The challenges for older people going into various care facilities and also for those people providing the care primarily stem from the difficulties that people experience in suddenly being in a different culture, in a different environment with different attitudes, different food and, of course, a different language. The Hogan report dealt with this issue and said that there were difficulties faced by even some of the most highly educated multilingual people. The Hogan report said:

Older people from culturally and linguistically diverse backgrounds are more likely to experience language reversion—that is, to forget their acquired English—if they have a cognitive impairment. This may increase demand for alternative aged-care services and may increase the complexity and cost of those services.

That is dealing with the fact that, as people become older, they may forget the English language skills that they have acquired whilst they have been living here in Australia and may revert to using the language of their childhood. The issue is to do with making sure that the aged-care facilities and the people in those services are able to meet the needs of those people who lose their English skills in that process and begin to speak in a language that other people may not be able to understand.

These cultural and communication difficulties not only detrimentally affect the older people themselves but also impact on families, friends and the support networks and on the capacity of the service to provide those services. The Hogan report discusses evidence that it concludes strongly suggests that people from diverse language and cultural backgrounds currently underutilise aged-care services. This may be because they are not able to get their special needs catered for or it may be because they come from a community where some of the aged-care facilities that we have in Australia are unfamiliar to them and they are not as comfortable in them as others.

The difficulties specific to ethnic communities in Australia have been further complicated by the general patterns that we see within the aged-care sector. The push toward the privatisation of the aged-care sector has resulted in changes that compound the challenges for people from culturally and linguistically diverse backgrounds as they enter aged care. I have spoken previously in the chamber about how the privatisation policies of the government in the aged-care sector have led to widespread concerns about quality as well as issues with respect to low wages for staff, staff shortages and lack of appropriate professional development training for people working in the sector. When you have staff who are working under increased pressure, it is little wonder that some corners are cut and that the special requirements of some older Australians are inadequately met and dealt with.

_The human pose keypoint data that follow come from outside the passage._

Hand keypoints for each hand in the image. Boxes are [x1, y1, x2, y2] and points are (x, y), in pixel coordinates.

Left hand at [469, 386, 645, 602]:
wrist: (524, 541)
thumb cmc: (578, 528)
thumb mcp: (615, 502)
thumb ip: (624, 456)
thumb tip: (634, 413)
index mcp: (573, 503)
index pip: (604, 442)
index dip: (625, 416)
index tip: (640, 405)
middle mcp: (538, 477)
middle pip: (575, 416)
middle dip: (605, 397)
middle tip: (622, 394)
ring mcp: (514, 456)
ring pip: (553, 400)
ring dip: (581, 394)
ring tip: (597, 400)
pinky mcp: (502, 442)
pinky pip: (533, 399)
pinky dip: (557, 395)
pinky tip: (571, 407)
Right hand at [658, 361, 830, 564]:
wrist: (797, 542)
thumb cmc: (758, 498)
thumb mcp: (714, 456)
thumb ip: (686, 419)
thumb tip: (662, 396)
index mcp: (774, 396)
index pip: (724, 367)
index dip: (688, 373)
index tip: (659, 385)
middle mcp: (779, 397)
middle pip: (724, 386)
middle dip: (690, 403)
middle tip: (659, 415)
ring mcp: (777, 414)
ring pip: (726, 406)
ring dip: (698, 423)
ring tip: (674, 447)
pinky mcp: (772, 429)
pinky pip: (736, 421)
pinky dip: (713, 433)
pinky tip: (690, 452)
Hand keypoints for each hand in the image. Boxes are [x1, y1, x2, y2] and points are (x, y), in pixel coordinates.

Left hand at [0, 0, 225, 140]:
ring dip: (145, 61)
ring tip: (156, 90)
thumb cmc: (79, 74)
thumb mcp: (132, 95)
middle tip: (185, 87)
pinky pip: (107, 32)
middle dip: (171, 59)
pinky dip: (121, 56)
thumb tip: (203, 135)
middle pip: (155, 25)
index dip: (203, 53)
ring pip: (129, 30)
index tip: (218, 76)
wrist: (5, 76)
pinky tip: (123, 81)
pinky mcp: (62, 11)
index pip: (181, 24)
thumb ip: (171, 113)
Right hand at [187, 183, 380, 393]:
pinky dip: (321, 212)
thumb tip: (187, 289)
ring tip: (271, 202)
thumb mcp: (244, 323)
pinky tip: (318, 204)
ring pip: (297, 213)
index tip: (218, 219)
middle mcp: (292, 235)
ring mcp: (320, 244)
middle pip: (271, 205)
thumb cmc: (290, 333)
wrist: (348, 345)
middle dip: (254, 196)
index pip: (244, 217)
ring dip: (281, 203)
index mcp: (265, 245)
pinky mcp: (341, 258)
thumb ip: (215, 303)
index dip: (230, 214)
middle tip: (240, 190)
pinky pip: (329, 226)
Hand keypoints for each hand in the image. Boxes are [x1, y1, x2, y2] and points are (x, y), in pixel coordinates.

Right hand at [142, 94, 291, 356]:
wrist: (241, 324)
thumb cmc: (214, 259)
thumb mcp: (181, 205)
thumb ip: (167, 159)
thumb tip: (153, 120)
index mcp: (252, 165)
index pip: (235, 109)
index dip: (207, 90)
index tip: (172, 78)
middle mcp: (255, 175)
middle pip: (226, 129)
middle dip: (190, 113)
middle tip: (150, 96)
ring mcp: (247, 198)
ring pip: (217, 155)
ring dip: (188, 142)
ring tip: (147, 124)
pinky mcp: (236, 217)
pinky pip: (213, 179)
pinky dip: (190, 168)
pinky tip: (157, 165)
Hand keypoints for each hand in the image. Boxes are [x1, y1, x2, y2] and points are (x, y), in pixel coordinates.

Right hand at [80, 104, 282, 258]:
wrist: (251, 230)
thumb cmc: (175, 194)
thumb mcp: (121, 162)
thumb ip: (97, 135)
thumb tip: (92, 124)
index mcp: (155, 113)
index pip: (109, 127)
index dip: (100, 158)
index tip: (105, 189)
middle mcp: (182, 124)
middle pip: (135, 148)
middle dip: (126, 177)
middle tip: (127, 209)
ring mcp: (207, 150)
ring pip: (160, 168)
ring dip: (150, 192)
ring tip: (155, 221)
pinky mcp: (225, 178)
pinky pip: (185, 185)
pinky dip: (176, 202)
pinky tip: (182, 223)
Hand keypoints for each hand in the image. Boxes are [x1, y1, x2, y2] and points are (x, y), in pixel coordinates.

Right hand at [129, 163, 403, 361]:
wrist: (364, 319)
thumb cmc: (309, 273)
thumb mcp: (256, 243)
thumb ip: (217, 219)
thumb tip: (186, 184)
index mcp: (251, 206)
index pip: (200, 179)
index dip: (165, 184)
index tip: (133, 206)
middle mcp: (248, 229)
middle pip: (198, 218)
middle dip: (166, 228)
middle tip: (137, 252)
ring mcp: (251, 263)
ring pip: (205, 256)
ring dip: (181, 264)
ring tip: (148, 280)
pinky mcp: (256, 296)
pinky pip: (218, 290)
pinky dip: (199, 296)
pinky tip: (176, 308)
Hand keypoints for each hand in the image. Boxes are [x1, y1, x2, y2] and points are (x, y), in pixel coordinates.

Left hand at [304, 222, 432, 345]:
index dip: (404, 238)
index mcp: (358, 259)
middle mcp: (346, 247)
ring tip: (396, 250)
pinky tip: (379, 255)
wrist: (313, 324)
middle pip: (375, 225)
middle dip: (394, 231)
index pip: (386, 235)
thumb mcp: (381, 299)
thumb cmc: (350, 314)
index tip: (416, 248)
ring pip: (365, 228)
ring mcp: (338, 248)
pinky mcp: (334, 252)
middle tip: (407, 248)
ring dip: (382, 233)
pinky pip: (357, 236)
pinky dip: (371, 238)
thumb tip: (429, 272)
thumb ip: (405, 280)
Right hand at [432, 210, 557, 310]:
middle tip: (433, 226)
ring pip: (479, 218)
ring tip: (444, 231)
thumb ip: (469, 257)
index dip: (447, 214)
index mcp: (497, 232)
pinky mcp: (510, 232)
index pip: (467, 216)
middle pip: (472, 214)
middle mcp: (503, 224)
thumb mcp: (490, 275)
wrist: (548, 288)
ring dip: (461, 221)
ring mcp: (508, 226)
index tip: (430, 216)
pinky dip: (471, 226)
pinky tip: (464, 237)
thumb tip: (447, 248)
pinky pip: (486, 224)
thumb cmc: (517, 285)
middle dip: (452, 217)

In a conversation that I had recently with the Federation of Ethnic Communities Councils of Australia, they spoke about the overall workforce shortages that we see in the aged-care sector. When we are dealing with these issues about pay rates and conditions for staff in the aged-care sector, we need to recognise that many aged-care facilities are already having difficulty in getting appropriately trained staff to fill positions. If they then want to ensure that their staff have had cultural awareness training or are familiar with working with people from culturally and linguistically diverse backgrounds, that will further compound their difficulty in finding experienced staff. It is particularly a problem in remote and regional parts of Australia, where, again, workforce shortages may mean that those staff that you can get do not have that experience of cross-cultural awareness training and familiarity in working with people from a whole lot of different backgrounds.

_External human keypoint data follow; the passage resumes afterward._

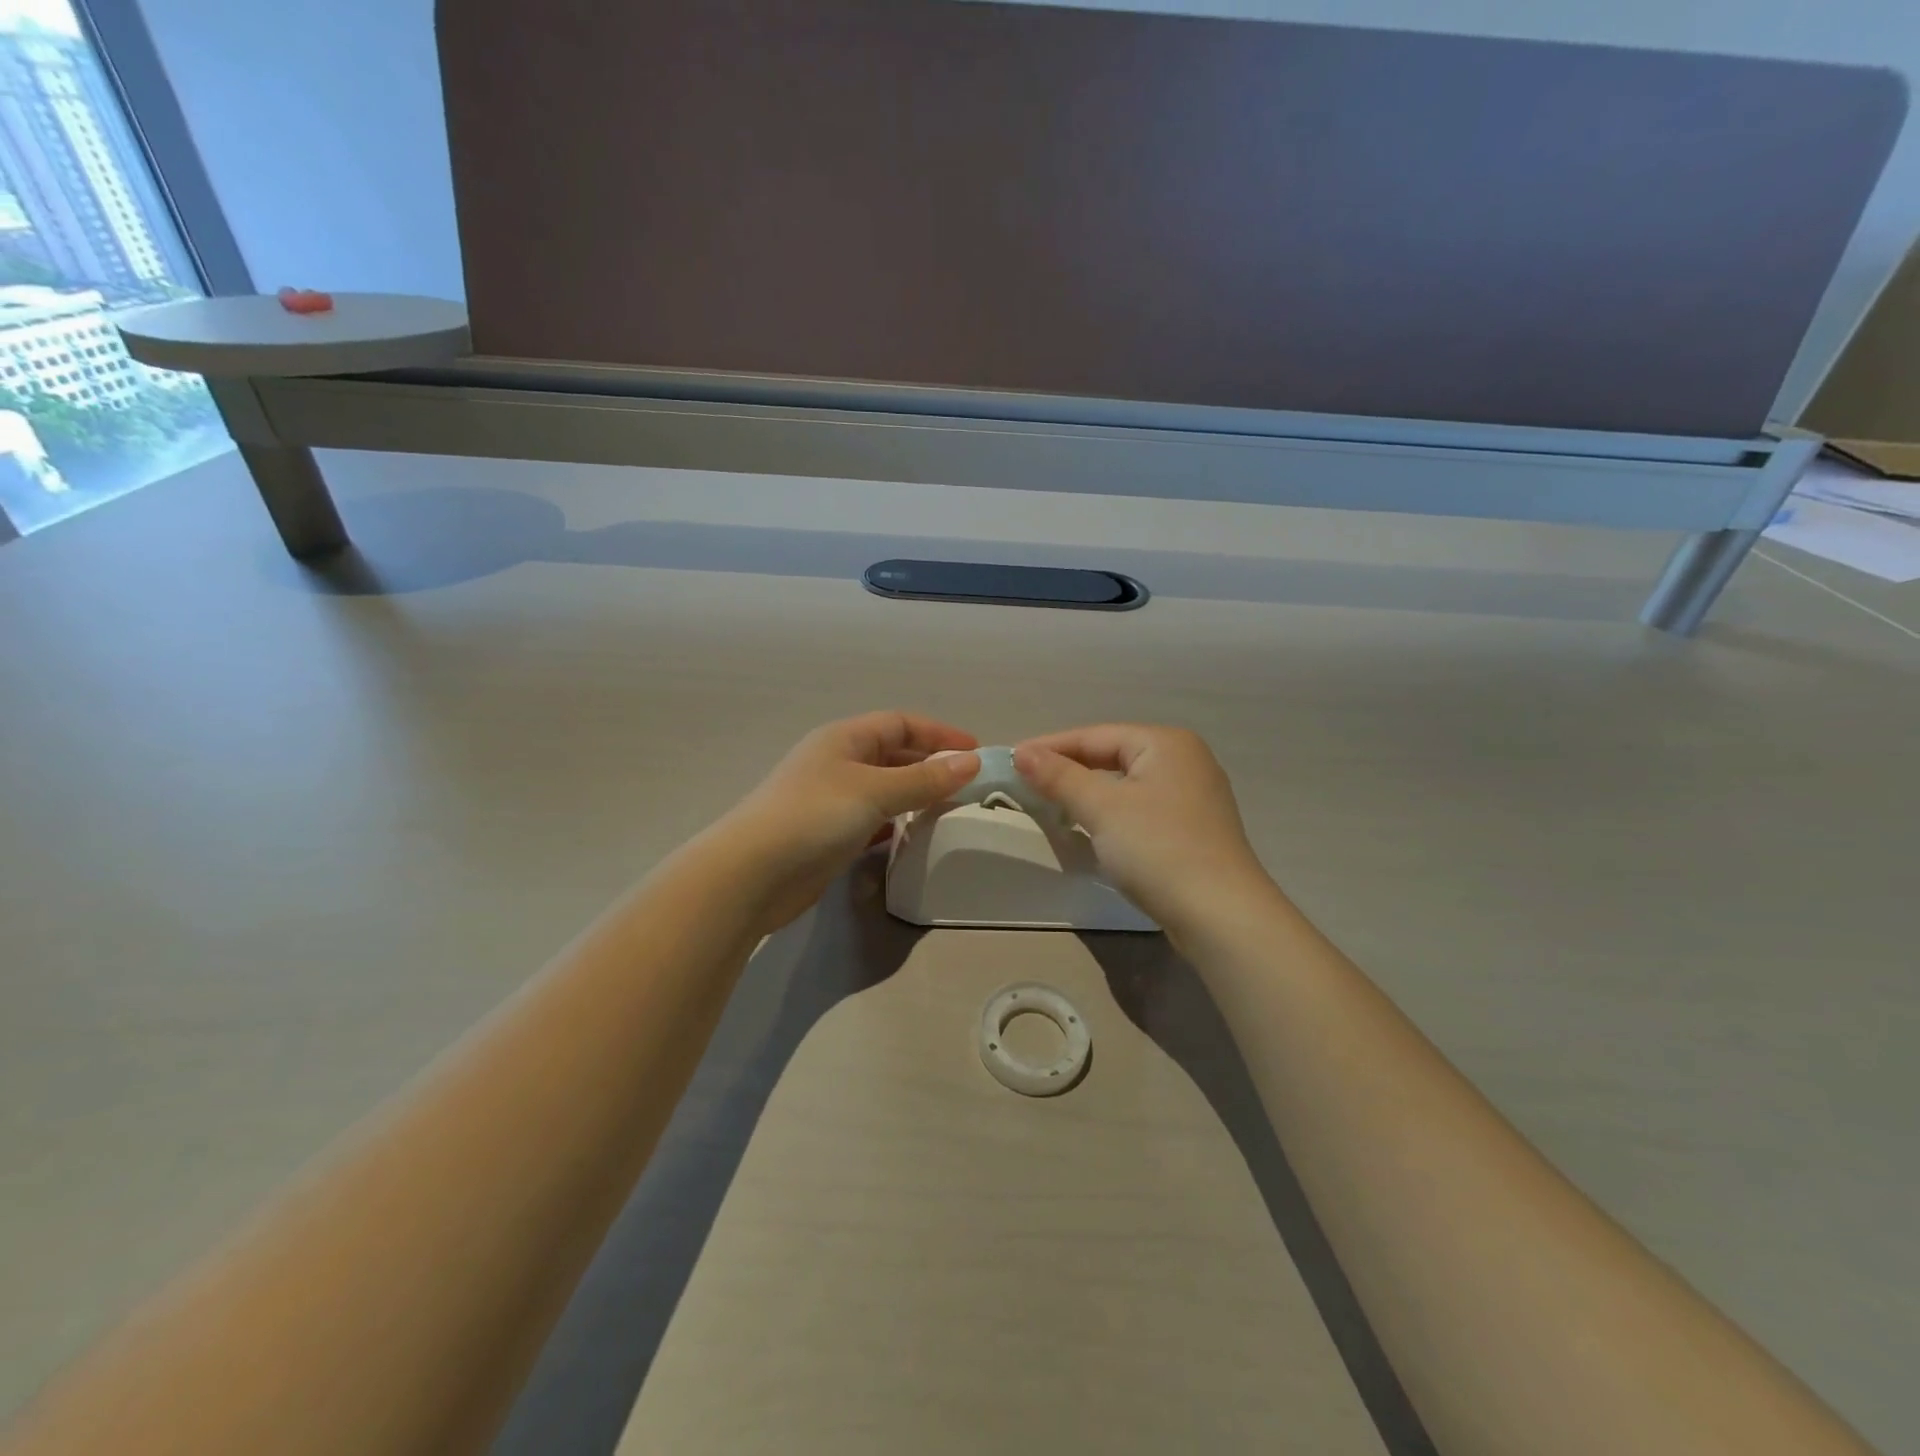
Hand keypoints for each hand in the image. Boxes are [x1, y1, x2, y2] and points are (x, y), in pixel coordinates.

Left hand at [715, 712, 979, 930]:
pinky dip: (895, 824)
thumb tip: (971, 762)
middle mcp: (837, 763)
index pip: (900, 723)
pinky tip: (914, 836)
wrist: (752, 874)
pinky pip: (872, 820)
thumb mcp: (875, 791)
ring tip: (950, 810)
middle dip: (930, 765)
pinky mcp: (828, 836)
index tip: (975, 752)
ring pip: (884, 789)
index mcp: (844, 739)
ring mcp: (831, 800)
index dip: (938, 733)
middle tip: (968, 784)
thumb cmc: (814, 816)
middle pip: (892, 754)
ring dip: (915, 796)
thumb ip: (924, 779)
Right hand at [1014, 725, 1279, 937]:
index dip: (1050, 747)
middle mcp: (1184, 760)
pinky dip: (1111, 814)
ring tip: (1050, 804)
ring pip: (1125, 785)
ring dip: (1087, 793)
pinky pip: (1140, 809)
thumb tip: (1022, 752)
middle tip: (1026, 783)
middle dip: (1068, 770)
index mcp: (1166, 743)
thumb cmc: (1158, 848)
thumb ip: (1059, 776)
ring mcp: (1193, 796)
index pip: (1095, 735)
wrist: (1220, 915)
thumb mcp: (1101, 808)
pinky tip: (1091, 828)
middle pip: (1112, 756)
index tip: (1010, 760)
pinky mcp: (1193, 830)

One approach we often see is that government programs deal with this area. As I mentioned, there are a number of them. Sometimes we find that they are meeting in particular the needs of the larger or more established ethnic communities here in Australia—those long-established communities for which there are large numbers—and they have their needs addressed in that way. I have received a number of representations from people who come from smaller communities or newly emerging communities who are concerned that the needs of their particular community and the older Australians in their community are not being as well met in the aged-care sector as are those of the longer and more established immigrant communities in Australia. The government needs to look at and monitor the changing needs that come about as result of the different fluxes or waves of immigration that we have to Australia and to ensure that we have services that meet the needs of these changing cultural and linguistic groups and that there are resources for those smaller groups, who otherwise can just fall through the cracks in terms of having their needs addressed.

So the Greens call on the government to improve workforce planning strategies to develop widespread staff training in cross-cultural awareness and care strategies for all providers. The Commonwealth could do a range of different things, such as offering incentives to service providers that do give language and cross-cultural awareness training to their staff working in the aged-care sector. There are a number of things that the government can do. We call on the government to look at this area to make sure that it is doing proper monitoring of whether the needs of people from particular communities are being addressed. My understanding is that currently the way in which that is measured in the aged-care sector is not about the needs of a particular community. When the government looks at the numbers of people in facilities, it looks at them overall, asking, ‘How many people from culturally and linguistically diverse backgrounds are found in our aged care and are using aged-care services?’ rather than asking, ‘Of the people from Mauritius or from the Italian community, how many of those are able to have their needs met?’ So proper mechanisms for being able to monitor and understand whether or not particular ethnic communities are using aged-care services are a more helpful way for governments to assess whether or not they are adequately meeting the needs of these particular communities.

So, in looking at these issues of standards for service providers in planning, resource allocation, monitoring, workforce standards and ongoing research into changing community needs, they are all important. Increased financial assistance will also be required to meet ever-increasing needs. We talk about one in four people over the age of 80 in 2026 being from culturally and linguistically diverse backgrounds. It is clearly a growing problem, and there needs to be an investment in ensuring that we can meet those needs.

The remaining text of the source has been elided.